8. Kerjasama Kelompok
Budaya di Jepang tidak terlalu mengakomodasi kerja-kerja yang terlalu
bersifat individualistik. Termasuk klaim hasil pekerjaan, biasanya
ditujukan untuk tim atau kelompok tersebut. Fenomena ini tidak hanya di
dunia kerja, kondisi kampus dengan lab penelitiannya juga seperti itu,
mengerjakan tugas mata kuliah biasanya juga dalam bentuk kelompok. Kerja
dalam kelompok mungkin salah satu kekuatan terbesar orang Jepang.
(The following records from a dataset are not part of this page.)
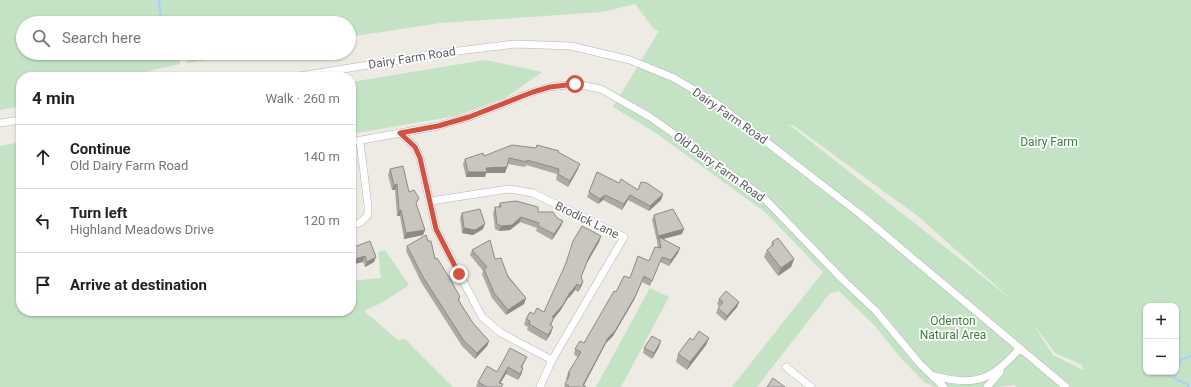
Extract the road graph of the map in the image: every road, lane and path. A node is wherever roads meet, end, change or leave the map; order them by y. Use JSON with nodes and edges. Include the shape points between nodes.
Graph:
{"nodes":[{"id":1,"x":325,"y":72,"type":"edge"},
{"id":2,"x":16,"y":121,"type":"edge"},
{"id":3,"x":0,"y":123,"type":"edge"},
{"id":4,"x":400,"y":133,"type":"junction"},
{"id":5,"x":356,"y":141,"type":"edge"},
{"id":6,"x":360,"y":141,"type":"junction"},
{"id":7,"x":431,"y":201,"type":"junction"},
{"id":8,"x":356,"y":224,"type":"edge"},
{"id":9,"x":1020,"y":348,"type":"junction"},
{"id":10,"x":552,"y":360,"type":"junction"},
{"id":11,"x":786,"y":367,"type":"dead end"},
{"id":12,"x":1002,"y":369,"type":"junction"},
{"id":13,"x":932,"y":376,"type":"junction"},
{"id":14,"x":540,"y":387,"type":"edge"},
{"id":15,"x":811,"y":387,"type":"edge"},
{"id":16,"x":944,"y":387,"type":"edge"},
{"id":17,"x":988,"y":387,"type":"edge"},
{"id":18,"x":1066,"y":387,"type":"edge"}],
"edges":[{"from":1,"to":9,"type":"street","name":"Dairy Farm Road","via":[[514,44],[571,46],[630,60],[674,78],[716,103],[860,214]]},
{"from":2,"to":3,"type":"street"},
{"from":4,"to":6,"type":"street","name":"Old Dairy Farm Road"},
{"from":4,"to":7,"type":"street","via":[[418,153]]},
{"from":4,"to":13,"type":"street","name":"Old Dairy Farm Road","via":[[469,117],[550,87],[575,84],[601,89],[650,117],[762,196],[875,310]]},
{"from":5,"to":6,"type":"street","name":"Old Dairy Farm Road"},
{"from":6,"to":8,"type":"street","via":[[368,216]]},
{"from":7,"to":10,"type":"street","via":[[436,229],[482,317],[501,333]]},
{"from":7,"to":10,"type":"street","name":"Brodick Lane","via":[[509,190],[533,193],[624,237]]},
{"from":9,"to":12,"type":"street"},
{"from":9,"to":18,"type":"street","name":"Dairy Farm Road"},
{"from":10,"to":14,"type":"street","name":"Brodick Lane"},
{"from":11,"to":15,"type":"street"},
{"from":12,"to":13,"type":"street","via":[[984,379],[964,383]]},
{"from":12,"to":17,"type":"street"},
{"from":13,"to":16,"type":"street","name":"Old Dairy Farm Road"}]}
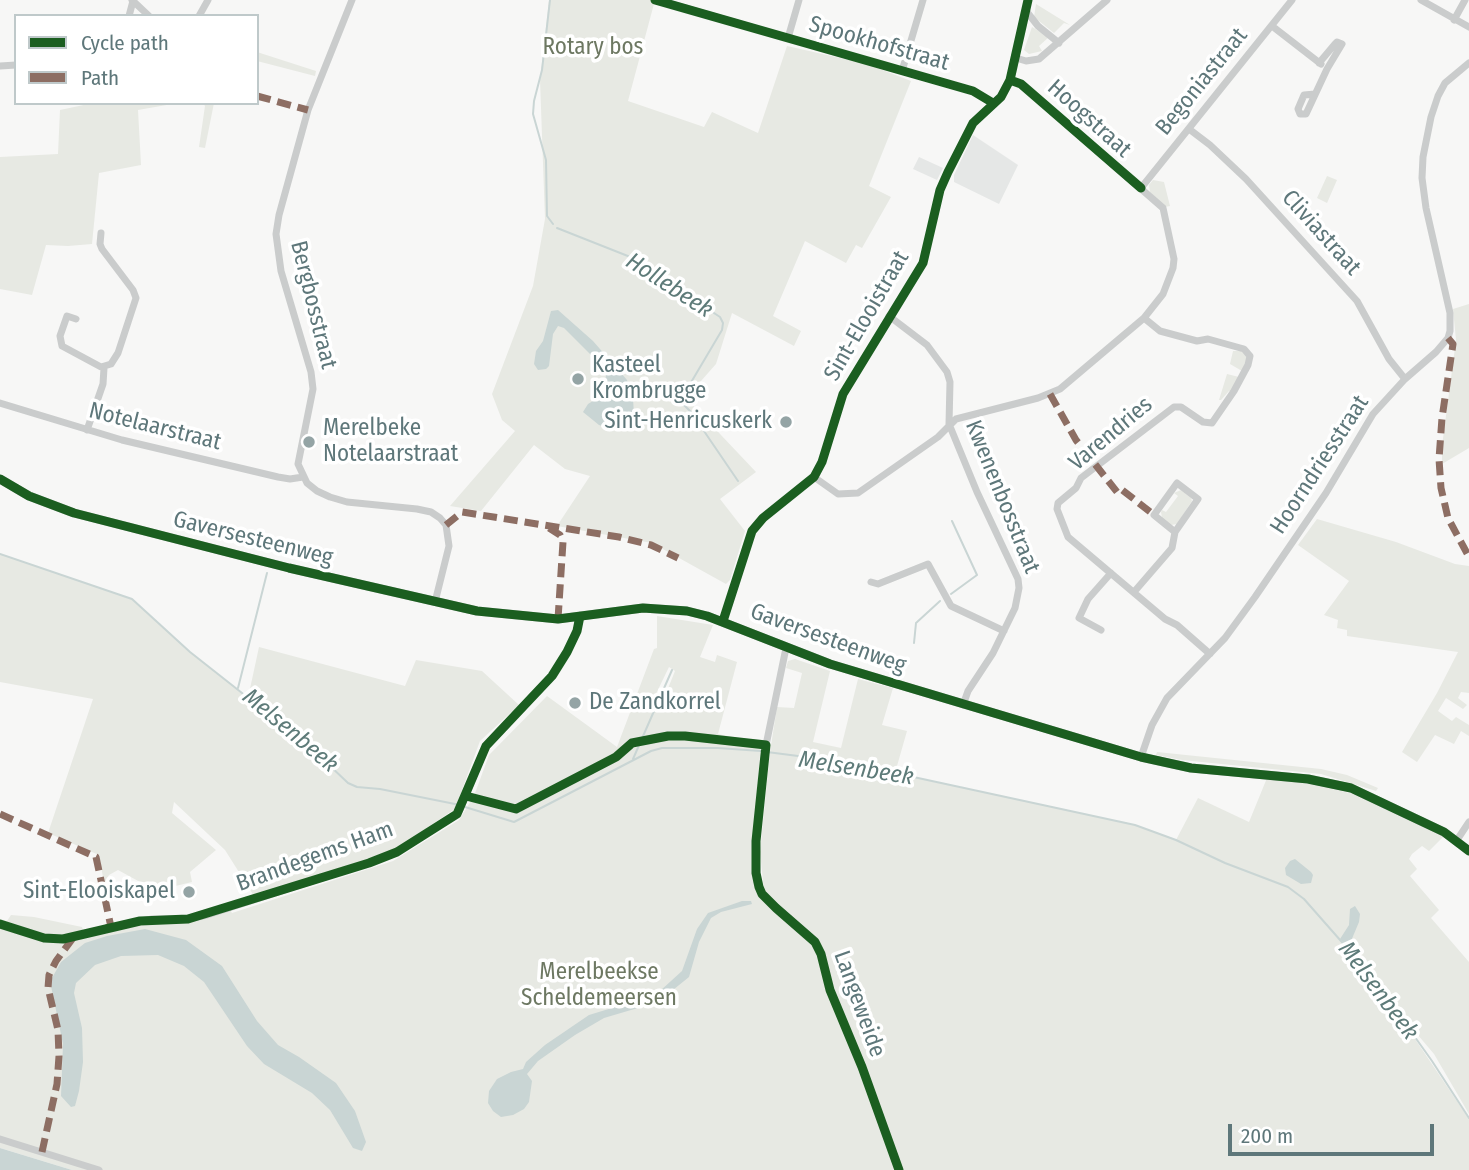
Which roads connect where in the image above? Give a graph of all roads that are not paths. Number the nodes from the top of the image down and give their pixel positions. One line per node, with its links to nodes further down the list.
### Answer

Ada
anekdot bahwa “1 orang professor Jepang akan kalah dengan satu orang
professor Amerika, hanya 10 orang professor Amerika tidak akan bisa
mengalahkan 10 orang professor Jepang yang berkelompok” . Musyawarah
mufakat atau sering disebut dengan “rin-gi” adalah ritual dalam
kelompok. Keputusan strategis harus dibicarakan dalam “rin-gi”.
9. Mandiri
Sejak usia dini anak-anak dilatih untuk mandiri. Irsyad, anak saya
yang paling gede sempat merasakan masuk TK (Yochien) di Jepang. Dia
harus membawa 3 tas besar berisi pakaian ganti, bento (bungkusan makan
siang), sepatu ganti, buku-buku, handuk dan sebotol besar minuman yang
menggantung di lehernya. Di Yochien setiap anak dilatih untuk membawa
perlengkapan sendiri, dan bertanggung jawab terhadap barang miliknya
sendiri. Lepas SMA dan masuk bangku kuliah hampir sebagian besar tidak
meminta biaya kepada orang tua. Teman-temen seangkatan saya dulu di
Saitama University mengandalkan kerja part time untuk biaya sekolah dan
kehidupan sehari-hari. Kalaupun kehabisan uang, mereka “meminjam” uang
ke orang tua yang itu nanti mereka kembalikan di bulan berikutnya.
10. Menjaga Tradisi
Perkembangan teknologi dan ekonomi, tidak membuat bangsa Jepang
kehilangan tradisi dan budayanya. Budaya perempuan yang sudah menikah
untuk tidak bekerja masih ada dan hidup sampai saat ini. Selain itu,
budaya minta maaf masih menjadi reflek orang Jepang. Kalau suatu hari
anda naik sepeda di Jepang dan menabrak pejalan kaki , maka jangan kaget
kalau yang kita tabrak malah yang minta maaf duluan.